*WHAT THE EXERCISE ASKS*
Restate the whole listing exactly.

*RECORDS FOR THE TASK*
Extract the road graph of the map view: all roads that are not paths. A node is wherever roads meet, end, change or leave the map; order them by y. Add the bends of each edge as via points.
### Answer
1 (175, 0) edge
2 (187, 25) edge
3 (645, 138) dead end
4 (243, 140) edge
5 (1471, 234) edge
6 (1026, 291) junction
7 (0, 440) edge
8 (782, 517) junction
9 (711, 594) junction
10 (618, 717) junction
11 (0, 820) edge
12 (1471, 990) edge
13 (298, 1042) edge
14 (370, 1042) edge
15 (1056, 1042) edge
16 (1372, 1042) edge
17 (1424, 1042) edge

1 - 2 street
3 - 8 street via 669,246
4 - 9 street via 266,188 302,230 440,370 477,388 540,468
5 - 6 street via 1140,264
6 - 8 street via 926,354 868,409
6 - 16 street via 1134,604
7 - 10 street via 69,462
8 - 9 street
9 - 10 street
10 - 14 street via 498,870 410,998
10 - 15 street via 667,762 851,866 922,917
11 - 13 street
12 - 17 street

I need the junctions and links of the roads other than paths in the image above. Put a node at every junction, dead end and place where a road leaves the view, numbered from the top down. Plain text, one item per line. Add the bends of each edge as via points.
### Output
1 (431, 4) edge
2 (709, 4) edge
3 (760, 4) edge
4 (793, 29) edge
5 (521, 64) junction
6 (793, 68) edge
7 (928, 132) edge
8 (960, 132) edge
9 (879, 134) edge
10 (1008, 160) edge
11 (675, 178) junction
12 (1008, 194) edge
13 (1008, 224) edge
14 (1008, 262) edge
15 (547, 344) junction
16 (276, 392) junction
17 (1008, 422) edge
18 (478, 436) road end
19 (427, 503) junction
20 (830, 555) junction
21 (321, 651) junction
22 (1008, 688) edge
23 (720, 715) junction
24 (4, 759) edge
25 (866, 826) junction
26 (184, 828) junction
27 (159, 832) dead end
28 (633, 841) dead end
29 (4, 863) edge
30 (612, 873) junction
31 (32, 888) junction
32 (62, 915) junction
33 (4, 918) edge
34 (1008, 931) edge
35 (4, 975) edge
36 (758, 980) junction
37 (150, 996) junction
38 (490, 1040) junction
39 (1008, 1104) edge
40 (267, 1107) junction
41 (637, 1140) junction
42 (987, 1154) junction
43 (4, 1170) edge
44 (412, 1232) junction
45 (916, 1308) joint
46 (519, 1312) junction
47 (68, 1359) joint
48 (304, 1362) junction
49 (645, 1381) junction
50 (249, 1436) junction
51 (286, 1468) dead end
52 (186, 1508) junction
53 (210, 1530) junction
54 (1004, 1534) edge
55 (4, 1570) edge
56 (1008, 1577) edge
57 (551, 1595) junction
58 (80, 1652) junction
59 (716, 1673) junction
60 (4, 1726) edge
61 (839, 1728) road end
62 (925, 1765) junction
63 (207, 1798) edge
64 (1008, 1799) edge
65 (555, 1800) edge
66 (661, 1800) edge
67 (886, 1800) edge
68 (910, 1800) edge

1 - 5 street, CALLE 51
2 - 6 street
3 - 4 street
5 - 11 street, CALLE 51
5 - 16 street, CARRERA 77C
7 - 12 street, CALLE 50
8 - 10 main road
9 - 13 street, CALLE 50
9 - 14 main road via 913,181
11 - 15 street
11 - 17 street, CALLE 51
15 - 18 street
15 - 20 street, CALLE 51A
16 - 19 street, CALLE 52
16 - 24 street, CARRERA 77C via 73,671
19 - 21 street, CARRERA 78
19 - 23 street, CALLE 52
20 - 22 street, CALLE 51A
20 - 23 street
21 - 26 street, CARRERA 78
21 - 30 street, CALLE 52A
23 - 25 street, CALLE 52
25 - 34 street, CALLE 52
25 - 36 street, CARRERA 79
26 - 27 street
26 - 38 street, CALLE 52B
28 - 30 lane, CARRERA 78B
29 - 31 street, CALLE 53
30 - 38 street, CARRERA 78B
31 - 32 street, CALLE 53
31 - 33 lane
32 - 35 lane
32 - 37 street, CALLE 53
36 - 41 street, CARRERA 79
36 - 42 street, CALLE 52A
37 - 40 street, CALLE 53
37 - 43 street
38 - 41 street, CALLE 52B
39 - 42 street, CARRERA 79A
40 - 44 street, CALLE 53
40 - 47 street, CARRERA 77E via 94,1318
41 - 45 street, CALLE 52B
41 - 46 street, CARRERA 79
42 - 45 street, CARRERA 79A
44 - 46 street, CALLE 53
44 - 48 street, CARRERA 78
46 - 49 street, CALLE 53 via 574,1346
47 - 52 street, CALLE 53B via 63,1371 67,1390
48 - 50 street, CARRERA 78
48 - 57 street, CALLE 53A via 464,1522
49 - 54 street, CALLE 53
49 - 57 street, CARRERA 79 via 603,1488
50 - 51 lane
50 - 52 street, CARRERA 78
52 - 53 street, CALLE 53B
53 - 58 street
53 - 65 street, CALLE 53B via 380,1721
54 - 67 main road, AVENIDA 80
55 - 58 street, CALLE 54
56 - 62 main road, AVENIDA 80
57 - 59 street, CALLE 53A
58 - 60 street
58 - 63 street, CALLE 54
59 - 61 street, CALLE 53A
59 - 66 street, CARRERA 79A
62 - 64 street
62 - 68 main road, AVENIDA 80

*ANSWER AREA*
Extract the road graph of the map view: all roads that are not paths. A node is wherever roads meet, end, change or leave the map; order them by y. Add the bends of each edge as via points.
### Answer
1 (175, 0) edge
2 (187, 25) edge
3 (645, 138) dead end
4 (243, 140) edge
5 (1471, 234) edge
6 (1026, 291) junction
7 (0, 440) edge
8 (782, 517) junction
9 (711, 594) junction
10 (618, 717) junction
11 (0, 820) edge
12 (1471, 990) edge
13 (298, 1042) edge
14 (370, 1042) edge
15 (1056, 1042) edge
16 (1372, 1042) edge
17 (1424, 1042) edge

1 - 2 street
3 - 8 street via 669,246
4 - 9 street via 266,188 302,230 440,370 477,388 540,468
5 - 6 street via 1140,264
6 - 8 street via 926,354 868,409
6 - 16 street via 1134,604
7 - 10 street via 69,462
8 - 9 street
9 - 10 street
10 - 14 street via 498,870 410,998
10 - 15 street via 667,762 851,866 922,917
11 - 13 street
12 - 17 street

I need the junctions and links of the roads other than paths in the image above. Put a node at every junction, dead end and place where a road leaves the view, numbered from the top down. Plain text, one item per line. Add the bends of each edge as via points.
### Output
1 (431, 4) edge
2 (709, 4) edge
3 (760, 4) edge
4 (793, 29) edge
5 (521, 64) junction
6 (793, 68) edge
7 (928, 132) edge
8 (960, 132) edge
9 (879, 134) edge
10 (1008, 160) edge
11 (675, 178) junction
12 (1008, 194) edge
13 (1008, 224) edge
14 (1008, 262) edge
15 (547, 344) junction
16 (276, 392) junction
17 (1008, 422) edge
18 (478, 436) road end
19 (427, 503) junction
20 (830, 555) junction
21 (321, 651) junction
22 (1008, 688) edge
23 (720, 715) junction
24 (4, 759) edge
25 (866, 826) junction
26 (184, 828) junction
27 (159, 832) dead end
28 (633, 841) dead end
29 (4, 863) edge
30 (612, 873) junction
31 (32, 888) junction
32 (62, 915) junction
33 (4, 918) edge
34 (1008, 931) edge
35 (4, 975) edge
36 (758, 980) junction
37 (150, 996) junction
38 (490, 1040) junction
39 (1008, 1104) edge
40 (267, 1107) junction
41 (637, 1140) junction
42 (987, 1154) junction
43 (4, 1170) edge
44 (412, 1232) junction
45 (916, 1308) joint
46 (519, 1312) junction
47 (68, 1359) joint
48 (304, 1362) junction
49 (645, 1381) junction
50 (249, 1436) junction
51 (286, 1468) dead end
52 (186, 1508) junction
53 (210, 1530) junction
54 (1004, 1534) edge
55 (4, 1570) edge
56 (1008, 1577) edge
57 (551, 1595) junction
58 (80, 1652) junction
59 (716, 1673) junction
60 (4, 1726) edge
61 (839, 1728) road end
62 (925, 1765) junction
63 (207, 1798) edge
64 (1008, 1799) edge
65 (555, 1800) edge
66 (661, 1800) edge
67 (886, 1800) edge
68 (910, 1800) edge

1 - 5 street, CALLE 51
2 - 6 street
3 - 4 street
5 - 11 street, CALLE 51
5 - 16 street, CARRERA 77C
7 - 12 street, CALLE 50
8 - 10 main road
9 - 13 street, CALLE 50
9 - 14 main road via 913,181
11 - 15 street
11 - 17 street, CALLE 51
15 - 18 street
15 - 20 street, CALLE 51A
16 - 19 street, CALLE 52
16 - 24 street, CARRERA 77C via 73,671
19 - 21 street, CARRERA 78
19 - 23 street, CALLE 52
20 - 22 street, CALLE 51A
20 - 23 street
21 - 26 street, CARRERA 78
21 - 30 street, CALLE 52A
23 - 25 street, CALLE 52
25 - 34 street, CALLE 52
25 - 36 street, CARRERA 79
26 - 27 street
26 - 38 street, CALLE 52B
28 - 30 lane, CARRERA 78B
29 - 31 street, CALLE 53
30 - 38 street, CARRERA 78B
31 - 32 street, CALLE 53
31 - 33 lane
32 - 35 lane
32 - 37 street, CALLE 53
36 - 41 street, CARRERA 79
36 - 42 street, CALLE 52A
37 - 40 street, CALLE 53
37 - 43 street
38 - 41 street, CALLE 52B
39 - 42 street, CARRERA 79A
40 - 44 street, CALLE 53
40 - 47 street, CARRERA 77E via 94,1318
41 - 45 street, CALLE 52B
41 - 46 street, CARRERA 79
42 - 45 street, CARRERA 79A
44 - 46 street, CALLE 53
44 - 48 street, CARRERA 78
46 - 49 street, CALLE 53 via 574,1346
47 - 52 street, CALLE 53B via 63,1371 67,1390
48 - 50 street, CARRERA 78
48 - 57 street, CALLE 53A via 464,1522
49 - 54 street, CALLE 53
49 - 57 street, CARRERA 79 via 603,1488
50 - 51 lane
50 - 52 street, CARRERA 78
52 - 53 street, CALLE 53B
53 - 58 street
53 - 65 street, CALLE 53B via 380,1721
54 - 67 main road, AVENIDA 80
55 - 58 street, CALLE 54
56 - 62 main road, AVENIDA 80
57 - 59 street, CALLE 53A
58 - 60 street
58 - 63 street, CALLE 54
59 - 61 street, CALLE 53A
59 - 66 street, CARRERA 79A
62 - 64 street
62 - 68 main road, AVENIDA 80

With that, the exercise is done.